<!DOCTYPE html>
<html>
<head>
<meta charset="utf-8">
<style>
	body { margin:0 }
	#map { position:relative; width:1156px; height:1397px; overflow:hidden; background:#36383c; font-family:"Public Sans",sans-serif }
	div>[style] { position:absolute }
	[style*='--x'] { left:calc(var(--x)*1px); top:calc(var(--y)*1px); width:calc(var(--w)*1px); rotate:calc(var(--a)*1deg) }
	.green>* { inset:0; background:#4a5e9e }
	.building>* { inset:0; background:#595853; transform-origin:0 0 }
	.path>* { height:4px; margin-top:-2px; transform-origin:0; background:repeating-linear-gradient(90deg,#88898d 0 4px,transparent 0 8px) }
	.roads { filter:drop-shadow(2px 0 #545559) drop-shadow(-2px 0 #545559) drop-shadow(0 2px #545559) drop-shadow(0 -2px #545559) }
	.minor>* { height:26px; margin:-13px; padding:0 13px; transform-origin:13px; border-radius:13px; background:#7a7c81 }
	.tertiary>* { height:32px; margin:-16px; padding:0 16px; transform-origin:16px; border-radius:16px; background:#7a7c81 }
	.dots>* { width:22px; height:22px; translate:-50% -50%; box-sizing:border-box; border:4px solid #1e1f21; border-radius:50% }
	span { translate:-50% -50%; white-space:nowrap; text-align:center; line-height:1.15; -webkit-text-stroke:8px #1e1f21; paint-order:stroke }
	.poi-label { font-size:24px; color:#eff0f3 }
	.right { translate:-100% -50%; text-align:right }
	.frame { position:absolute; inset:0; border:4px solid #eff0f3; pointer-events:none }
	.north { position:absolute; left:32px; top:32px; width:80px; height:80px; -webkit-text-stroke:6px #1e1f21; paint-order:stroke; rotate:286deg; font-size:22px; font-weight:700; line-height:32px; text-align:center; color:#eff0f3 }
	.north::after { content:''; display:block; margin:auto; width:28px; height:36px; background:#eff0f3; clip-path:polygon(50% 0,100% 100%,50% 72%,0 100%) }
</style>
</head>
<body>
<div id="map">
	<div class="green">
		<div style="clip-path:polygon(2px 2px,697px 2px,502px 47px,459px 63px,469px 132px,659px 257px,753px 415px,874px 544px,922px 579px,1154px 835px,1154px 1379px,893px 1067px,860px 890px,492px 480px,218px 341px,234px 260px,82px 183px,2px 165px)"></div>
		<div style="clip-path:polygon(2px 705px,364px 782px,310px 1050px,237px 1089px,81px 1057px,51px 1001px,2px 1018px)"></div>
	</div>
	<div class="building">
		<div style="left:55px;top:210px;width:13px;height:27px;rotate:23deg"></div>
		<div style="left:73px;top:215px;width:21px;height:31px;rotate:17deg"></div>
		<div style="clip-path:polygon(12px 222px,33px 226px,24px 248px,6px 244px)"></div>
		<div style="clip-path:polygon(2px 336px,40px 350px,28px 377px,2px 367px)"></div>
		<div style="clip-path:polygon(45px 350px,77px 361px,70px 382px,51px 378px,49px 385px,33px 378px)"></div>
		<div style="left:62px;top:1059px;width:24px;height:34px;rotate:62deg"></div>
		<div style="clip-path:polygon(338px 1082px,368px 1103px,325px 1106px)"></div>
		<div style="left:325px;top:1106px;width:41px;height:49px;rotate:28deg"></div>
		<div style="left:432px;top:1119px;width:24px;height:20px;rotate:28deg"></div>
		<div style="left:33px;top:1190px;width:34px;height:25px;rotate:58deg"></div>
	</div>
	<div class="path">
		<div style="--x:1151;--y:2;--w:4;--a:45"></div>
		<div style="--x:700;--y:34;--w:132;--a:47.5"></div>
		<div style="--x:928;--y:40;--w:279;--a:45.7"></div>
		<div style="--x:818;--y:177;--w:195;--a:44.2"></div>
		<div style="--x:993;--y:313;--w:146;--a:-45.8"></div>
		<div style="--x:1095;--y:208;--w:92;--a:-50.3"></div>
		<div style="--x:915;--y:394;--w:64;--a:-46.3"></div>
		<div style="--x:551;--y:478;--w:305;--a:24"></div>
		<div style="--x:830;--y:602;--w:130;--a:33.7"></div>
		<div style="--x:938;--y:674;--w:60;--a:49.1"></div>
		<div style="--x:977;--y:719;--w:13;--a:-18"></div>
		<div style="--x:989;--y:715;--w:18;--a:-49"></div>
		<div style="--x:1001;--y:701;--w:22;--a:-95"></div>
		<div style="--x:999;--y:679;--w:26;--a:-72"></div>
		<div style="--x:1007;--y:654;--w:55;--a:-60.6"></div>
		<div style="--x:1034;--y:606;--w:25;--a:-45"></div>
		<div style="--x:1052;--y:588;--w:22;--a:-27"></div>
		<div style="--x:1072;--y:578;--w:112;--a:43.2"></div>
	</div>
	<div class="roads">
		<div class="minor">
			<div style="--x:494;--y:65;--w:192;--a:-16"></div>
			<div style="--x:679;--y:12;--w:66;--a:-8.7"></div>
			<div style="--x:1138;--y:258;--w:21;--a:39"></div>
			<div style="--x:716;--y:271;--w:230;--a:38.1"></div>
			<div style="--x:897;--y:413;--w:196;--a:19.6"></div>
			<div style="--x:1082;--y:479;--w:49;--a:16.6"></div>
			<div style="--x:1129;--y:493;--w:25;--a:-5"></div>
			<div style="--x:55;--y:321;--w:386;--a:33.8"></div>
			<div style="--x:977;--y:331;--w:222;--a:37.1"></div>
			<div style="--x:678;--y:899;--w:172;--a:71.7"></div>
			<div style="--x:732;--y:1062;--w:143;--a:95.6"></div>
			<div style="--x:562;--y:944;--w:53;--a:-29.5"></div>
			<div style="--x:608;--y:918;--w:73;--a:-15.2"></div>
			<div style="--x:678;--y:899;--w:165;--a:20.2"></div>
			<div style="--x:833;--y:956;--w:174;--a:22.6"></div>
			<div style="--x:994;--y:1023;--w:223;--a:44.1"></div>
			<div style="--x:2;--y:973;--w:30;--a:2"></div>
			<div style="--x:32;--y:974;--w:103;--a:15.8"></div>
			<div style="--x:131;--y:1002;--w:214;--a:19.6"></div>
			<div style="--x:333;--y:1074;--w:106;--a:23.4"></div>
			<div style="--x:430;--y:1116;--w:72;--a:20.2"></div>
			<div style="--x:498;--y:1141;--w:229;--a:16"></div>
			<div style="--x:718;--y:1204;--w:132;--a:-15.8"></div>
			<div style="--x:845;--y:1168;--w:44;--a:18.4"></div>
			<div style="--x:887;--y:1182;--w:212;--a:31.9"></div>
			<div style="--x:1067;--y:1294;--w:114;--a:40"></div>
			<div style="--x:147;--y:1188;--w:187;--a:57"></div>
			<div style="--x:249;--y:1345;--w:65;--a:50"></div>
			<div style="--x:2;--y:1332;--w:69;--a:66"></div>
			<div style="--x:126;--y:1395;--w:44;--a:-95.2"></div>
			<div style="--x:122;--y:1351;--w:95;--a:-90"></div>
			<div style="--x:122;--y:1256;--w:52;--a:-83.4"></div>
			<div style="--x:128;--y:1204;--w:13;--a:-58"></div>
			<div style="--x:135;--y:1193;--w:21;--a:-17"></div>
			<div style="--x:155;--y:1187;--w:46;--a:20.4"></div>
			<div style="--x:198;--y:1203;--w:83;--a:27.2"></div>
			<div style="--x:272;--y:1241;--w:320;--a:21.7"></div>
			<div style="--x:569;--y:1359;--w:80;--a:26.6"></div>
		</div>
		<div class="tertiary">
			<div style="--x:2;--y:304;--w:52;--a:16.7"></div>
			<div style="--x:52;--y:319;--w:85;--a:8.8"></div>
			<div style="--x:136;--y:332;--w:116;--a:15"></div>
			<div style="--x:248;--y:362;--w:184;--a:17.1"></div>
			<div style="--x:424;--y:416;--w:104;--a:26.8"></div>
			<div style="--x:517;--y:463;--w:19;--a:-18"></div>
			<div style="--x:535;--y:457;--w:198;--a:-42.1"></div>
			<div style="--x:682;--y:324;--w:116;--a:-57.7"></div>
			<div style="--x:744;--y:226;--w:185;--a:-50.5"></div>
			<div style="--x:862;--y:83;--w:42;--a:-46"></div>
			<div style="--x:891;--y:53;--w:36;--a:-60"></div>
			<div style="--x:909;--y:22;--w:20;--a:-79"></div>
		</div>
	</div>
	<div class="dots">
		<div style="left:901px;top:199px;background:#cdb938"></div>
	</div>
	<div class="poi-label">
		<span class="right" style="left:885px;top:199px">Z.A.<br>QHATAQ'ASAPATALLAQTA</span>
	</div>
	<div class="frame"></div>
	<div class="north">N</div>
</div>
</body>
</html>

────────

**EXERCISE DIRECTIONS:** Read the data above. Pull out each line in which the string "roads" appears.

**RESULT OF THE TASK:**
	.roads { filter:drop-shadow(2px 0 #545559) drop-shadow(-2px 0 #545559) drop-shadow(0 2px #545559) drop-shadow(0 -2px #545559) }
	<div class="roads">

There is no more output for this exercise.